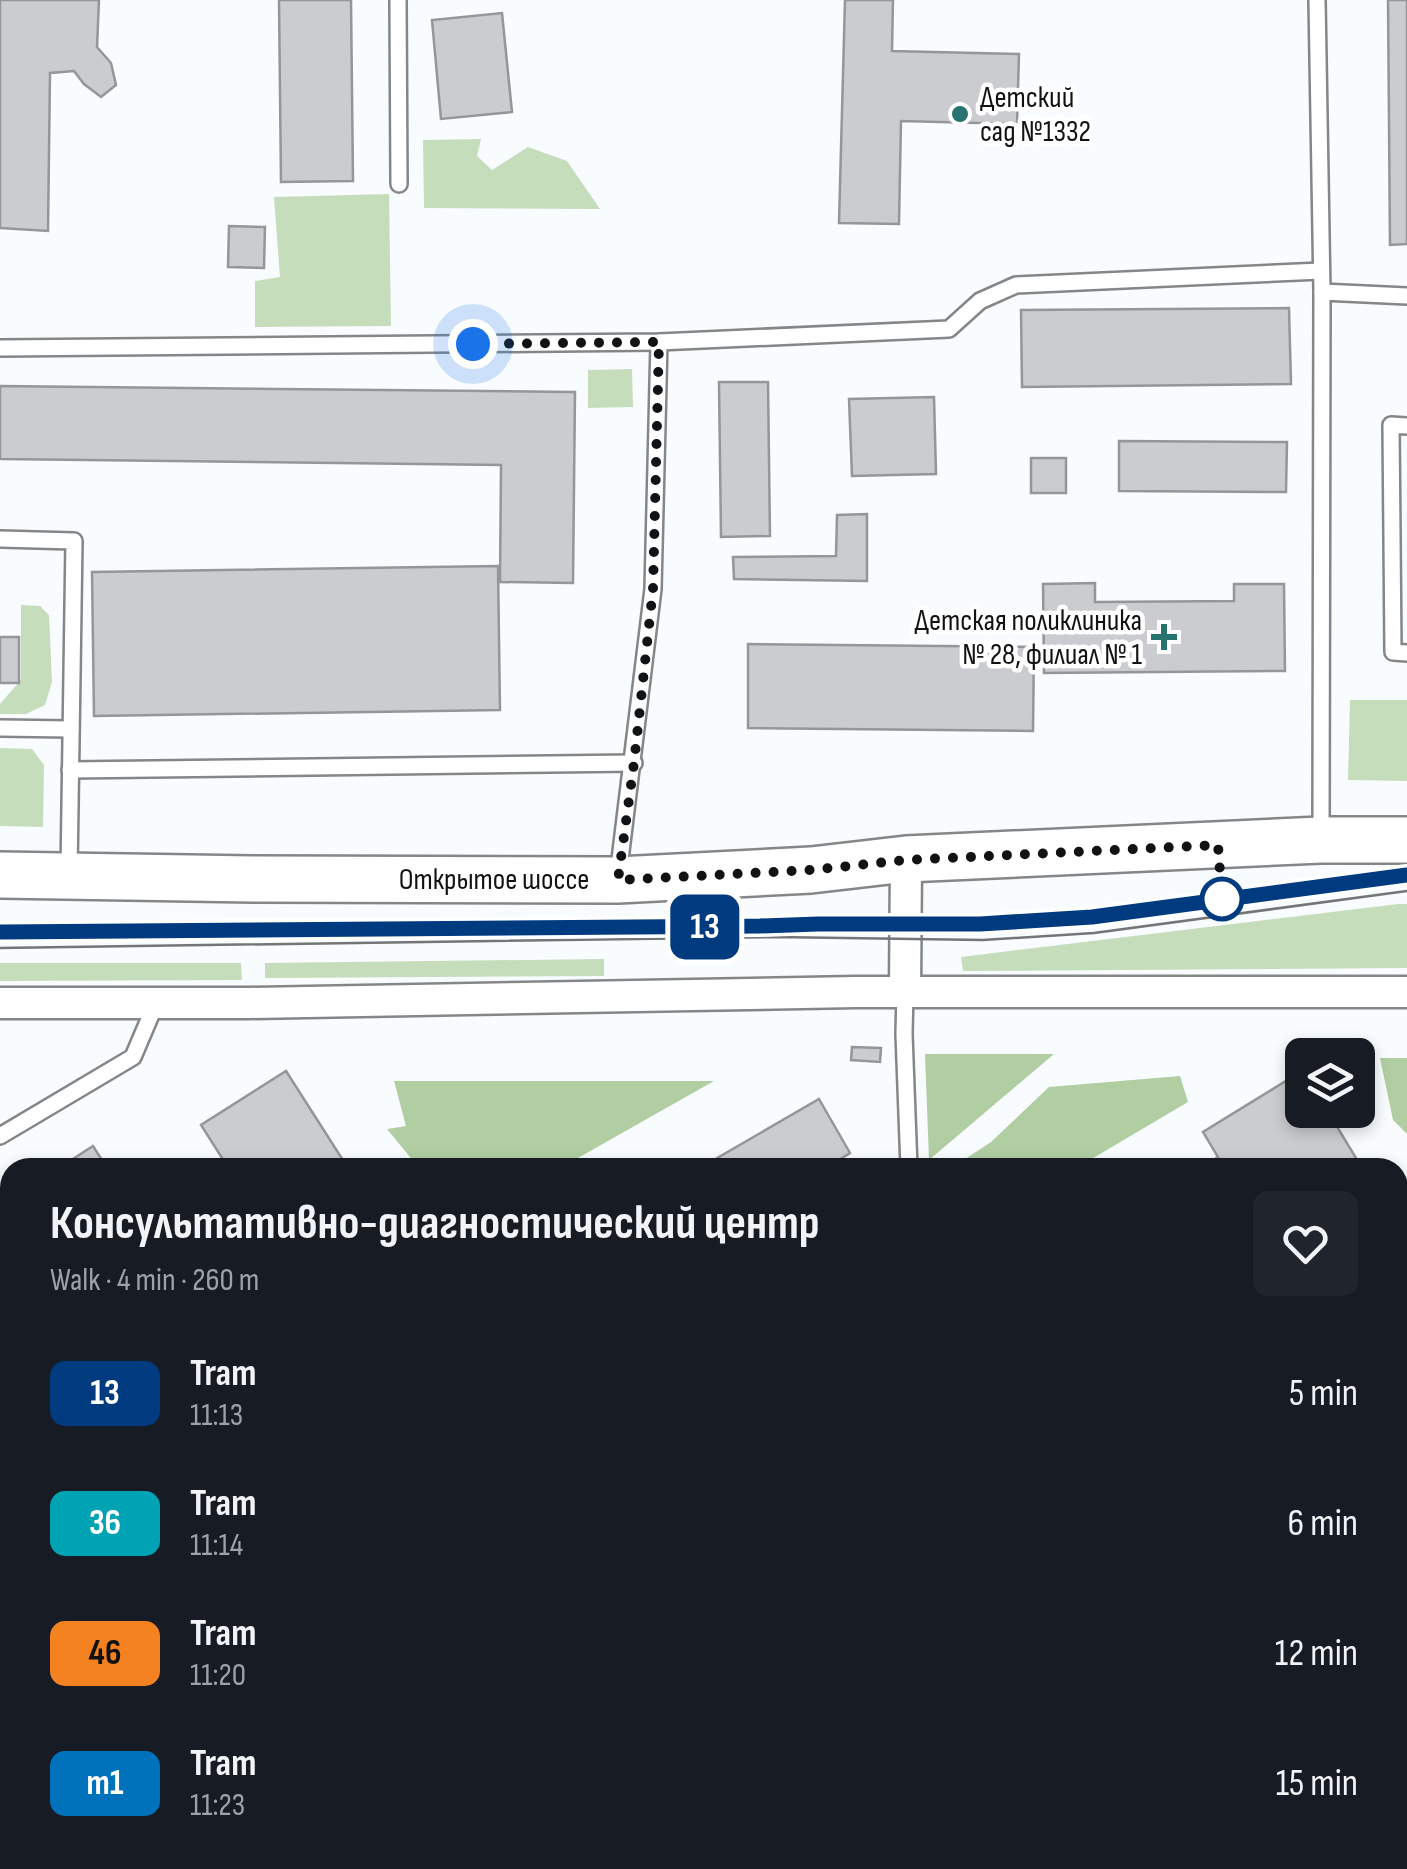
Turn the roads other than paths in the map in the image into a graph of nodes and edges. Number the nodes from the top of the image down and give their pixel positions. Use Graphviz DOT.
graph roads {
  1 [pos="398,0"];
  2 [pos="1317,0"];
  3 [pos="399,184"];
  4 [pos="1322,271"];
  5 [pos="1322,292"];
  6 [pos="1407,296"];
  7 [pos="659,342"];
  8 [pos="0,348"];
  9 [pos="1407,426"];
  10 [pos="0,539"];
  11 [pos="1407,652"];
  12 [pos="0,728"];
  13 [pos="71,729"];
  14 [pos="634,763"];
  15 [pos="70,770"];
  16 [pos="1320,840"];
  17 [pos="1407,840"];
  18 [pos="906,860"];
  19 [pos="0,875"];
  20 [pos="68,876"];
  21 [pos="618,880"];
  22 [pos="905,992"];
  23 [pos="1407,992"];
  24 [pos="156,1002"];
  25 [pos="0,1003"];
  26 [pos="0,1136"];
  27 [pos="909,1158"];
  1 -- 3 [label="lane"];
  2 -- 4 [label="lane"];
  4 -- 5 [label="lane"];
  4 -- 7 [label="lane"];
  5 -- 6 [label="lane"];
  5 -- 16 [label="lane"];
  7 -- 8 [label="lane"];
  7 -- 14 [label="lane"];
  9 -- 11 [label="lane"];
  10 -- 13 [label="lane"];
  12 -- 13 [label="lane"];
  13 -- 15 [label="lane"];
  14 -- 15 [label="lane"];
  14 -- 21 [label="lane"];
  15 -- 20 [label="lane"];
  16 -- 17 [label="street, Открытое шоссе"];
  16 -- 18 [label="street, Открытое шоссе"];
  18 -- 21 [label="street, Открытое шоссе"];
  18 -- 22 [label="street"];
  19 -- 20 [label="street, Открытое шоссе"];
  20 -- 21 [label="street, Открытое шоссе"];
  22 -- 23 [label="street"];
  22 -- 24 [label="street"];
  22 -- 27 [label="lane"];
  24 -- 25 [label="street"];
  24 -- 26 [label="lane"];
}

━━━━

→ The problem
Every line of the material should be repeated precisely; pictures are to be excluded.

→ Problem solution
Turn the roads other than paths in the map in the image into a graph of nodes and edges. Number the nodes from the top of the image down and give their pixel positions. Use Graphviz DOT.
graph roads {
  1 [pos="398,0"];
  2 [pos="1317,0"];
  3 [pos="399,184"];
  4 [pos="1322,271"];
  5 [pos="1322,292"];
  6 [pos="1407,296"];
  7 [pos="659,342"];
  8 [pos="0,348"];
  9 [pos="1407,426"];
  10 [pos="0,539"];
  11 [pos="1407,652"];
  12 [pos="0,728"];
  13 [pos="71,729"];
  14 [pos="634,763"];
  15 [pos="70,770"];
  16 [pos="1320,840"];
  17 [pos="1407,840"];
  18 [pos="906,860"];
  19 [pos="0,875"];
  20 [pos="68,876"];
  21 [pos="618,880"];
  22 [pos="905,992"];
  23 [pos="1407,992"];
  24 [pos="156,1002"];
  25 [pos="0,1003"];
  26 [pos="0,1136"];
  27 [pos="909,1158"];
  1 -- 3 [label="lane"];
  2 -- 4 [label="lane"];
  4 -- 5 [label="lane"];
  4 -- 7 [label="lane"];
  5 -- 6 [label="lane"];
  5 -- 16 [label="lane"];
  7 -- 8 [label="lane"];
  7 -- 14 [label="lane"];
  9 -- 11 [label="lane"];
  10 -- 13 [label="lane"];
  12 -- 13 [label="lane"];
  13 -- 15 [label="lane"];
  14 -- 15 [label="lane"];
  14 -- 21 [label="lane"];
  15 -- 20 [label="lane"];
  16 -- 17 [label="street, Открытое шоссе"];
  16 -- 18 [label="street, Открытое шоссе"];
  18 -- 21 [label="street, Открытое шоссе"];
  18 -- 22 [label="street"];
  19 -- 20 [label="street, Открытое шоссе"];
  20 -- 21 [label="street, Открытое шоссе"];
  22 -- 23 [label="street"];
  22 -- 24 [label="street"];
  22 -- 27 [label="lane"];
  24 -- 25 [label="street"];
  24 -- 26 [label="lane"];
}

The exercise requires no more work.